Consequently, the organizers pit Marcel with the highest individual points, Harutyun Akopyan. Thus, Miami Jackson’s fate comes down to the result of Marcel’s game. Overall the John Leguizamo directorial carries several undertones of realism through the backdrops, cast performances, and character arcs. The authenticity in the overall film makes us wonder if Marcel Martinez and Harutyun Akopyan are real chess players. Well, let us find out, shall we?
Are Marcel and Akopyan Real Chess Players?

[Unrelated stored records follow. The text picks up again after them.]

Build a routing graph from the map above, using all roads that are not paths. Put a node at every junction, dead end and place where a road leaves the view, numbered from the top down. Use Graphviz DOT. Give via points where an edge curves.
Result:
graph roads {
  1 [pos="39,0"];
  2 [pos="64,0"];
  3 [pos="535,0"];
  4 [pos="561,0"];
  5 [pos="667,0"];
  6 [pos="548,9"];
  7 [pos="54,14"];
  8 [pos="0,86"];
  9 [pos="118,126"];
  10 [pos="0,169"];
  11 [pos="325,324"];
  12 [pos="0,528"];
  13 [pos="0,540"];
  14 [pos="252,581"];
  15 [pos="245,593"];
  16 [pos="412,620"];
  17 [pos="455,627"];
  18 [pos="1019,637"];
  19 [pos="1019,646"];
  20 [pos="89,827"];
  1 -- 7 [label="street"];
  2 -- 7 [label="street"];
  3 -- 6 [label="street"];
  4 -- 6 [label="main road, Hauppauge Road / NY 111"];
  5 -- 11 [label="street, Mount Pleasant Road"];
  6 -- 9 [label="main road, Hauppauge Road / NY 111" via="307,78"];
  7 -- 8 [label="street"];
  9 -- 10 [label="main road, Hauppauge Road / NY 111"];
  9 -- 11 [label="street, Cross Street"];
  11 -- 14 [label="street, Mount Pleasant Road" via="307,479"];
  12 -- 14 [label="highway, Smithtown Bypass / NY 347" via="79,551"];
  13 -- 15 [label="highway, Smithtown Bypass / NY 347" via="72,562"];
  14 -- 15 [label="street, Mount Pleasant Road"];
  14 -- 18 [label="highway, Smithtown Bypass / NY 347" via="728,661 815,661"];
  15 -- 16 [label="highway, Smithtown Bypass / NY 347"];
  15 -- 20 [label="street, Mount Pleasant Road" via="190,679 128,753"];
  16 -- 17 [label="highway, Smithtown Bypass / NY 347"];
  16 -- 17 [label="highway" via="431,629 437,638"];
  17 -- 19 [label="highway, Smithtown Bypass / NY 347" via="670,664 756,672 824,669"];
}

Yes, Harutyun Akopyan and Marcel Martinez are based on real chess players. Written by Dito Montiel and directed by John Leguizamo, the film is a biographical sports drama film about Coach Mario Martinez and the group that won the first-ever National Chess Championship from Miami Jackson High School. Marcel Martinez is a Cuban native who immigrated to America and joined the Miami Jackson High School. In an interview, Marcel revealed that he had played chess since he was 7 or 8 years of age and had gotten good at the sport.
After Marcel defeated one of the boys from the Miami Jackson group, he was admitted to the Miami Jackson High School to learn from Coach Martinez. As we see in the movie, even the real-life Marcel had a book that comprised all the chess moves and strategies he had learned until then. The chess prodigy also played multiple people simultaneously with his eyes closed or blindfolded. In 1999, Marcel became the Junior National Champion, and in 2004 he shared the first-place win in the US Open.
However, by 2002, Marcel was reportedly gearing up to tie the knot and had also started working at his then-fiancee’s family liquor store. His rival in the final moments of the film, Harutyun Akopyan, is also a real chess player. Although we do not see him in the movie until the climax, he is one of Marcel’s most worthy opponents. In real life, Akopyan hails from Soviet Armenia and started playing chess at age 5. When Akopyan immigrated to the US, he played more often and hoped to become a Grandmaster like his idols, Bobby Fisher and Tigran Petrosian.
When defending champion Akopyan lost to Marcel in 1998, he was at 2370 world ranking, just 30 short of being a Senior Master. In his entire career, Harutyun Akopyan won 13 National Chess titles. After his stint with chess, Akopyan turned toward writing and filmmaking. At the Grad School at California State University, Northridge, Akopyan learned about screenwriting and shooting and made a career out of it. Although the film essays a part of their journey leading up to the 1998 National Chess Championship, in real-life, the two players have accomplished numerous milestones after 1998. Thus, to reiterate, Marcel Martinez and Harutyun Akopyan are real-life chess players. The two started very young, won National Chess Championships, and later did other things in life.